Physicists at the U.S. Department of Energy’s Princeton Plasma Physics Laboratory (PPPL), the University of California-Davis, and General Atomics have developed a technique that may assist in confining charged plasma within tokamaks, thereby minimizing degradations that can limit the performance of fusion reactions.
The technique that provides new insight into how instabilities within tokamaks respond to externally applied magnetic fields. Writing for PPPL, John Greenwald notes that the technique, called Electron Cyclotron Emission Imaging (ECEI), was successfully tested on the DIII-D tokamak at General Atomics. The technique uses an array of detectors to produce a 2-D profile of fluctuating electron temperatures within the plasma—as opposed to the 1-D profile that results from standard methods of diagnosing 1-D temperatures.

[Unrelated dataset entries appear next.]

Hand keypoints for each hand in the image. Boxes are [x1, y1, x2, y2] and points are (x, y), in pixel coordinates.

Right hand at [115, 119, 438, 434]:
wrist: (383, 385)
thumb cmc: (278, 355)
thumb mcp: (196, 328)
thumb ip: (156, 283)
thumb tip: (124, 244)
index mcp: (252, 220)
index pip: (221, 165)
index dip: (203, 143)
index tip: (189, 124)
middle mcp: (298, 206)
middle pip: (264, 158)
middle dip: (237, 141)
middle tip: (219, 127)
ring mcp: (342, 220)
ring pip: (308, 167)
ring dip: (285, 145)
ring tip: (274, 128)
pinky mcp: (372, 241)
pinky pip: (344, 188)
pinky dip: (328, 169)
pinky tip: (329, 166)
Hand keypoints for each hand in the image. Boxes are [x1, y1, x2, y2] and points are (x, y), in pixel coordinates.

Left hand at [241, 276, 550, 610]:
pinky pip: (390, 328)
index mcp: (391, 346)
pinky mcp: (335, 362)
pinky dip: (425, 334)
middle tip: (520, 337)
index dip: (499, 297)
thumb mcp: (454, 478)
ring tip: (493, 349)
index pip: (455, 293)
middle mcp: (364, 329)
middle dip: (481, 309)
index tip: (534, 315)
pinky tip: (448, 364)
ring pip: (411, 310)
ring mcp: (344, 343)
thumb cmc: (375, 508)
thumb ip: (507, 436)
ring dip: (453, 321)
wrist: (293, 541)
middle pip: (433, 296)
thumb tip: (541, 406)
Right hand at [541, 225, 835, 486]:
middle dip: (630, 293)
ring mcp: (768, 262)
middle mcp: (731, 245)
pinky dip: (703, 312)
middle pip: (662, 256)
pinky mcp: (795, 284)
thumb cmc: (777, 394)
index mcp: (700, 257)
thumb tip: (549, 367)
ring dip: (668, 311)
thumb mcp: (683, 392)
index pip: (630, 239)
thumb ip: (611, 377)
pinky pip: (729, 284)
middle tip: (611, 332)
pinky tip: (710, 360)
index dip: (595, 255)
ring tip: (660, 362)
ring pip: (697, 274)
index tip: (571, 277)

The technique is described in the journal Plasma Physics and Controlled Fusion.
Some other organizations' related work is described at National Instruments' “Fusion Reactors” page.

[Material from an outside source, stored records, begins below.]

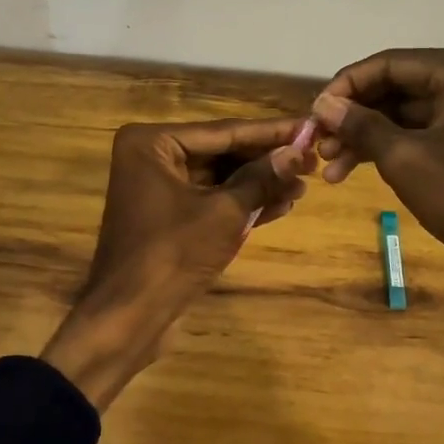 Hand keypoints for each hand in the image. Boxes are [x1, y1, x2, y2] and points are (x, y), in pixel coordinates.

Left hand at [43, 118, 312, 407]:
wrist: (129, 317)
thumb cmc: (173, 255)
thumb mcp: (225, 213)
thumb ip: (262, 178)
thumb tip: (299, 152)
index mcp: (152, 143)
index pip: (223, 132)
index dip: (270, 132)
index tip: (309, 126)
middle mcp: (151, 158)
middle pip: (221, 152)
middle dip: (266, 160)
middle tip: (313, 158)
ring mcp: (158, 189)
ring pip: (219, 178)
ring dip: (260, 183)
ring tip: (304, 184)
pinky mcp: (168, 217)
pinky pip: (211, 200)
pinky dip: (243, 203)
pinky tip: (282, 204)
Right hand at [311, 48, 443, 327]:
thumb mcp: (404, 159)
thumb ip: (360, 124)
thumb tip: (322, 104)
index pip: (391, 63)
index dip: (346, 87)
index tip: (313, 113)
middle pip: (399, 86)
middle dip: (355, 117)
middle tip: (317, 143)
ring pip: (408, 111)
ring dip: (368, 136)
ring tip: (329, 166)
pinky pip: (426, 129)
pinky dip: (393, 146)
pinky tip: (356, 168)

In related news, Washington Post columnist George F. Will comments favorably on the efforts of PPPL and related organizations to develop fusion power. He writes, “In a scientific complex on 88 bucolic acres near [Princeton, NJ], some astonishingly talented people are advancing a decades-long project to create a sun on Earth. When—not if; when—decades hence they and collaborators around the world succeed, their achievement will be more transformative of human life than any prior scientific achievement.”
That might be an overstatement, judging from the great innovations of the past six millennia, but it would certainly rank near if not at the top.